Melanie Waelde (Foto: Samuel Hölscher)

Ehe sie erklärt, wie es dazu kam, ein kurzer Blick zurück: Melanie Waelde kommt aus einem kleinen Ort in der Nähe von München. Als Schülerin hat sie entschieden, dass sie Filme machen möchte, um mit Bildern zu sagen, was ihr wichtig ist und was man mit Worten vielleicht gar nicht ausdrücken kann. Sie begann kleine Filme mit der Videokamera zu drehen und zog, um ihr Ziel zu erreichen, mit 17 von München nach Berlin, um am Babelsberger Filmgymnasium das Abitur zu machen. Das Besondere an dieser Schule ist, dass neben den herkömmlichen Fächern alles, was mit Filme machen zu tun hat, auf dem Stundenplan steht. Es gibt Wettbewerbe, Projekte und AGs für die angehenden Filmemacher. Die Schule und Melanies Geschichte haben mich übrigens zu einem Jugendroman inspiriert, den ich leider noch nicht realisieren konnte, aber irgendwann wird auch dafür die Zeit reif sein. Zurück zu Melanie und ihrem Kindheitstraum.

Nach einem sehr guten Abitur durfte Melanie an der Potsdamer Hochschule für Film und Fernsehen ein Gastsemester absolvieren, was eine besondere Auszeichnung ist, weil man dort regulär nur nach einer Aufnahmeprüfung studieren darf. Dabei stellte sie fest, dass sie nicht nur fremde Geschichten umsetzen, sondern eigenen Geschichten Leben geben wollte und bewarb sich um einen Studienplatz im Bereich „Drehbuch“, den sie auch erhalten hat. Seit dem Herbst 2013 studiert sie an der Deutschen Film- und Fernsehakademie Berlin.

Melanies Filmfamilie
v. l. n. r. Jessica Schneller, Sebastian Muxeneder,
Melanie Waelde, Marcel Bonewald, Svenya Cheyenne

Doch wie das so ist, wenn man einem Lebenstraum folgt, sitzt man nie herum und dreht Däumchen oder wartet, dass etwas geschieht. Auch Melanie Waelde hat freie Zeiten genutzt, um möglichst viel von der Filmwelt mitzubekommen – sie hat als Set-Runner bei einem ZDF-Film gearbeitet und war Praktikantin in einer Casting-Agentur. Jede Aufgabe hat ihr wertvolle Eindrücke von den Abläufen bei der Filmproduktion vermittelt. Kein Wunder, dass es sie irgendwann danach drängte, selbst wieder aktiv zu werden. Zum Glück hatte sie im Rahmen eines Jugendförderprogramms Fördermittel für einen Kurzfilm erhalten und konnte sich an die Arbeit machen. So entstand der Film „Irrdisch“, mit dem sie bei vielen Festivals vertreten war und für den sie einige Auszeichnungen bekommen hat.

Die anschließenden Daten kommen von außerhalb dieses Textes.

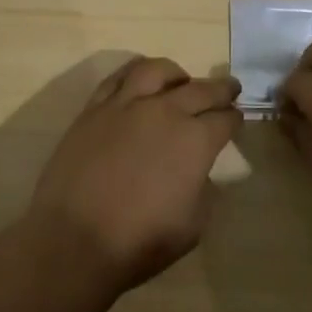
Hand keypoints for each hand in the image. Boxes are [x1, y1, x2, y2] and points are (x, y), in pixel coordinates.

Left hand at [24, 57, 240, 296]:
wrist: (75, 239)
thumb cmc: (140, 241)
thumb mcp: (193, 225)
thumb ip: (203, 188)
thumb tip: (198, 169)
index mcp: (195, 140)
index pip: (224, 119)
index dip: (235, 119)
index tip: (237, 119)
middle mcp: (164, 111)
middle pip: (200, 89)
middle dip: (220, 89)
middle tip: (229, 89)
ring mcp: (125, 105)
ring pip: (156, 70)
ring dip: (176, 74)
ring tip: (180, 81)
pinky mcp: (94, 108)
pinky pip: (117, 77)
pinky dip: (134, 73)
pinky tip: (139, 80)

Schon beeindruckend, was sich da in zweieinhalb Jahren getan hat – ich werde auf jeden Fall verfolgen, wie es mit Melanie weitergeht und vielleicht treffen wir uns sogar einmal beim Hagener Kurzfilmfestival EatmyShorts, das – nebenbei bemerkt – am 21. November 2014 in die zweite Runde gehen wird. © Birgit Ebbert

Zwei Fragen haben mich besonders interessiert, zu denen lasse ich Melanie Waelde am besten selbst zu Wort kommen:

Wie kommt es, dass du heute nicht mehr Regie führst, sondern auch Drehbücher schreibst?
Bei unseren bisherigen Kurzfilmprojekten habe ich auch die Drehbücher geschrieben, aber immer in Rücksprache mit dem restlichen Team. Da war ich also weder wirklich Drehbuchautor, noch Regisseur oder Produzent oder irgendetwas. Wir waren alle einfach nur Filmemacher und haben zusammen angepackt, um am Ende einen Film zu erschaffen. Ich glaube, dass Filme nur gemeinsam entstehen können und dass auch ein Drehbuch nicht nur aus einer Feder stammen kann.
Am Schönsten ist es, wenn mehrere Menschen die gleiche Vision teilen und das am besten von Anfang an. In welcher Position ich dabei bin, ist mir nicht so wichtig. Das Ergebnis, also der Film, steht an erster Stelle, der Rest kommt danach.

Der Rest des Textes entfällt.